▸ **Your task**: Bring together all lines from the listing below that contain the string "Poal".

▸ **Input data**:

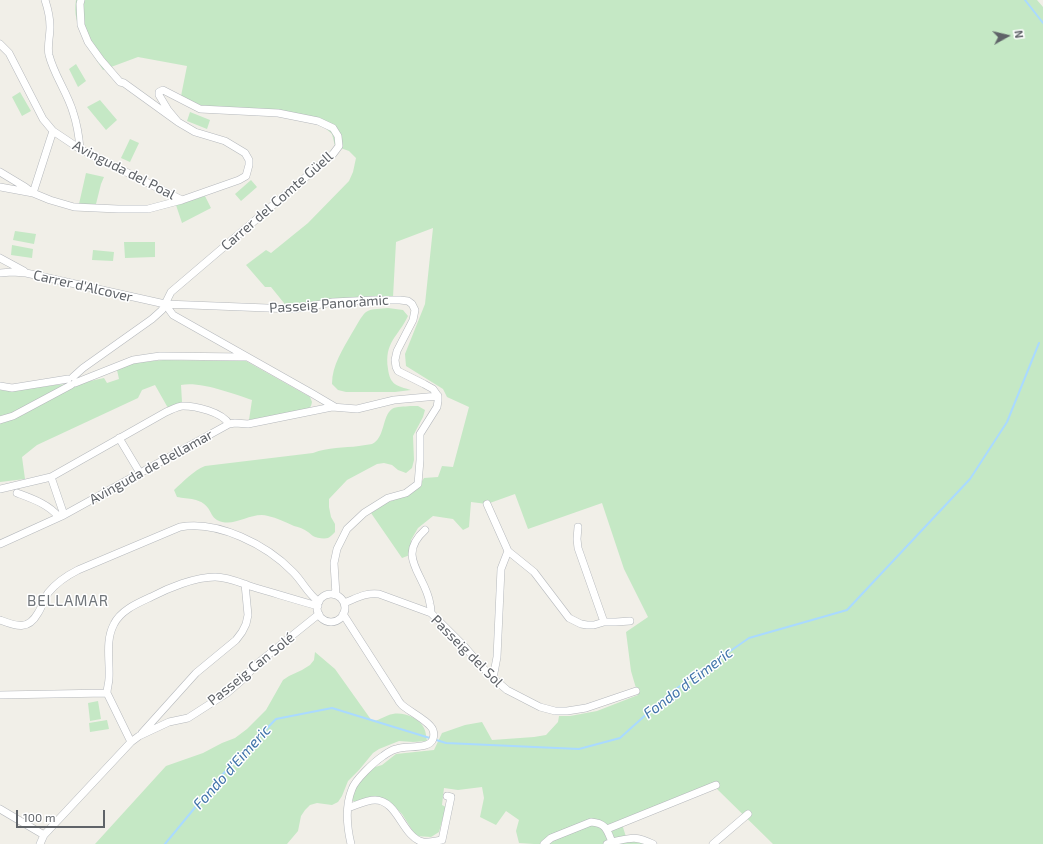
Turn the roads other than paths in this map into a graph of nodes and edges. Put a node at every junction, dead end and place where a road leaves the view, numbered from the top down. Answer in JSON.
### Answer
{"nodes":[{"id":1,"x":45,"y":0,"type":"edge"},
{"id":2,"x":81,"y":0,"type":"edge"},
{"id":3,"x":0,"y":44,"type":"edge"},
{"id":4,"x":178,"y":122,"type":"junction"},
{"id":5,"x":53,"y":131,"type":"junction"},
{"id":6,"x":80,"y":149,"type":"junction"},
{"id":7,"x":0,"y":172,"type":"edge"},
{"id":8,"x":0,"y":187,"type":"edge"},
{"id":9,"x":33,"y":193,"type":"junction"},
{"id":10,"x":182,"y":200,"type":"junction"},
{"id":11,"x":0,"y":258,"type":"edge"},
{"id":12,"x":0,"y":273,"type":"edge"},
{"id":13,"x":26,"y":273,"type":"junction"},
{"id":14,"x":165,"y":304,"type":"junction"},
{"id":15,"x":231,"y":348,"type":"junction"},
{"id":16,"x":230,"y":357,"type":"junction"},
{"id":17,"x":246,"y":357,"type":"junction"},
{"id":18,"x":72,"y":381,"type":"junction"},
{"id":19,"x":0,"y":386,"type":"edge"},
{"id":20,"x":313,"y":394,"type":"junction"},
{"id":21,"x":438,"y":396,"type":"junction"},
{"id":22,"x":335,"y":407,"type":"junction"},
{"id":23,"x":308,"y":412,"type":"junction"},
{"id":24,"x":0,"y":420,"type":"edge"},
{"id":25,"x":225,"y":425,"type":"junction"},
{"id":26,"x":119,"y":438,"type":"junction"},
{"id":27,"x":140,"y":473,"type":"junction"},
{"id":28,"x":51,"y":477,"type":"junction"},
{"id":29,"x":0,"y":489,"type":"edge"},
{"id":30,"x":17,"y":493,"type":"dead end"},
{"id":31,"x":487,"y":504,"type":"dead end"},
{"id":32,"x":61,"y":516,"type":"junction"},
{"id":33,"x":578,"y":527,"type":"dead end"},
{"id":34,"x":425,"y":530,"type":"dead end"},
{"id":35,"x":0,"y":544,"type":"edge"},
{"id":36,"x":508,"y":551,"type":"junction"},
{"id":37,"x":244,"y":584,"type":"junction"},
{"id":38,"x":336,"y":595,"type":"junction"},
{"id":39,"x":344,"y":603,"type":"junction"},
{"id":40,"x":318,"y":604,"type":"junction"},
{"id":41,"x":430,"y":613,"type":"junction"},
{"id":42,"x":319,"y":614,"type":"junction"},
{"id":43,"x":343,"y":614,"type":"junction"},
{"id":44,"x":0,"y":620,"type":"edge"},
{"id":45,"x":630,"y":621,"type":"dead end"},
{"id":46,"x":604,"y":622,"type":"junction"},
{"id":47,"x":493,"y":678,"type":"junction"},
{"id":48,"x":636,"y":691,"type":"dead end"},
{"id":49,"x":106,"y":693,"type":"junction"},
{"id":50,"x":0,"y":695,"type":"edge"},
{"id":51,"x":139,"y":736,"type":"junction"},
{"id":52,"x":131,"y":742,"type":"junction"},
{"id":53,"x":716,"y":785,"type":"dead end"},
{"id":54,"x":447,"y":796,"type":"dead end"},
{"id":55,"x":348,"y":808,"type":"junction"},
{"id":56,"x":0,"y":809,"type":"edge"},
{"id":57,"x":748,"y":814,"type":"dead end"},
{"id":58,"x":607,"y":829,"type":"junction"},
{"id":59,"x":44,"y":835,"type":"junction"},
{"id":60,"x":443,"y":842,"type":"edge"},
{"id":61,"x":610,"y":843,"type":"edge"},
{"id":62,"x":40,"y":844,"type":"edge"},
{"id":63,"x":351,"y":844,"type":"edge"},
{"id":64,"x":544,"y":844,"type":"edge"},
{"id":65,"x":653,"y":844,"type":"edge"},
{"id":66,"x":713,"y":844,"type":"edge"}],
"edges":[{"from":1,"to":6,"type":"street"},
{"from":2,"to":4,"type":"street","name":"Avinguda del Poal"},
{"from":3,"to":5,"type":"street","name":"Avinguda del Poal"},
{"from":4,"to":10,"type":"street","name":"Avinguda del Poal"},
{"from":4,"to":14,"type":"street","name":"Carrer del Comte Güell"},
{"from":5,"to":6,"type":"street","name":"Avinguda del Poal"},
{"from":5,"to":9,"type":"street"},
{"from":6,"to":10,"type":"street","name":"Avinguda del Poal"},
{"from":7,"to":9,"type":"street"},
{"from":8,"to":9,"type":"street"},
{"from":9,"to":10,"type":"street"},
{"from":11,"to":13,"type":"street"},
{"from":12,"to":13,"type":"street","name":"Carrer d'Alcover"},
{"from":13,"to":14,"type":"street","name":"Carrer d'Alcover"},
{"from":14,"to":15,"type":"street"},
{"from":14,"to":18,"type":"street"},
{"from":14,"to":21,"type":"street","name":"Passeig Panoràmic"},
{"from":15,"to":16,"type":"street"},
{"from":15,"to":17,"type":"street"},
{"from":16,"to":17,"type":"street"},
{"from":16,"to":18,"type":"street"},
{"from":17,"to":20,"type":"street"},
{"from":18,"to":19,"type":"street"},
{"from":18,"to":24,"type":"street"},
{"from":20,"to":22,"type":"street"},
{"from":20,"to":23,"type":"street"},
{"from":21,"to":22,"type":"street","name":"Avinguda de Bellamar"},
{"from":21,"to":38,"type":"street"},
{"from":22,"to":23,"type":"street","name":"Avinguda de Bellamar"},
{"from":23,"to":25,"type":"street","name":"Avinguda de Bellamar"},
{"from":25,"to":26,"type":"street"},
{"from":25,"to":27,"type":"street","name":"Avinguda de Bellamar"},
{"from":26,"to":27,"type":"street"},
{"from":26,"to":28,"type":"street"},
{"from":27,"to":32,"type":"street","name":"Avinguda de Bellamar"},
{"from":28,"to":29,"type":"street"},
{"from":28,"to":32,"type":"street"},
{"from":30,"to":32,"type":"street"},
{"from":31,"to":36,"type":"street"},
{"from":32,"to":35,"type":"street","name":"Avinguda de Bellamar"},
{"from":33,"to":46,"type":"street"},
{"from":34,"to":41,"type":"street"},
{"from":36,"to":46,"type":"street"},
{"from":36,"to":47,"type":"street"},
{"from":37,"to":40,"type":"street"},
{"from":37,"to":49,"type":"street"},
{"from":37,"to":51,"type":"street"},
{"from":38,"to":39,"type":"street"},
{"from":38,"to":40,"type":"street"},
{"from":39,"to":41,"type":"street","name":"Passeig del Sol"},
{"from":39,"to":43,"type":"street"},
{"from":40,"to":42,"type":"street"},
{"from":40,"to":44,"type":"street"},
{"from":41,"to":47,"type":"street","name":"Passeig del Sol"},
{"from":42,"to":43,"type":"street"},
{"from":42,"to":51,"type":"street","name":"Passeig Can Solé"},
{"from":43,"to":55,"type":"street"},
{"from":45,"to":46,"type":"street"},
{"from":47,"to":48,"type":"street","name":"Passeig del Sol"},
{"from":49,"to":50,"type":"street"},
{"from":49,"to":52,"type":"street"},
{"from":51,"to":52,"type":"street","name":"Passeig Can Solé"},
{"from":52,"to":59,"type":"street","name":"Passeig Can Solé"},
{"from":53,"to":58,"type":"street"},
{"from":54,"to":60,"type":"street"},
{"from":55,"to":60,"type":"street"},
{"from":55,"to":63,"type":"street"},
{"from":56,"to":59,"type":"street"},
{"from":57,"to":66,"type":"street"},
{"from":58,"to":61,"type":"street"},
{"from":58,"to":64,"type":"street"},
{"from":59,"to":62,"type":"street","name":"Passeig Can Solé"},
{"from":61,"to":65,"type":"street"}]}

▸ **Output of the task**:
{"from":2,"to":4,"type":"street","name":"Avinguda del Poal"},
{"from":3,"to":5,"type":"street","name":"Avinguda del Poal"},
{"from":4,"to":10,"type":"street","name":"Avinguda del Poal"},
{"from":5,"to":6,"type":"street","name":"Avinguda del Poal"},
{"from":6,"to":10,"type":"street","name":"Avinguda del Poal"},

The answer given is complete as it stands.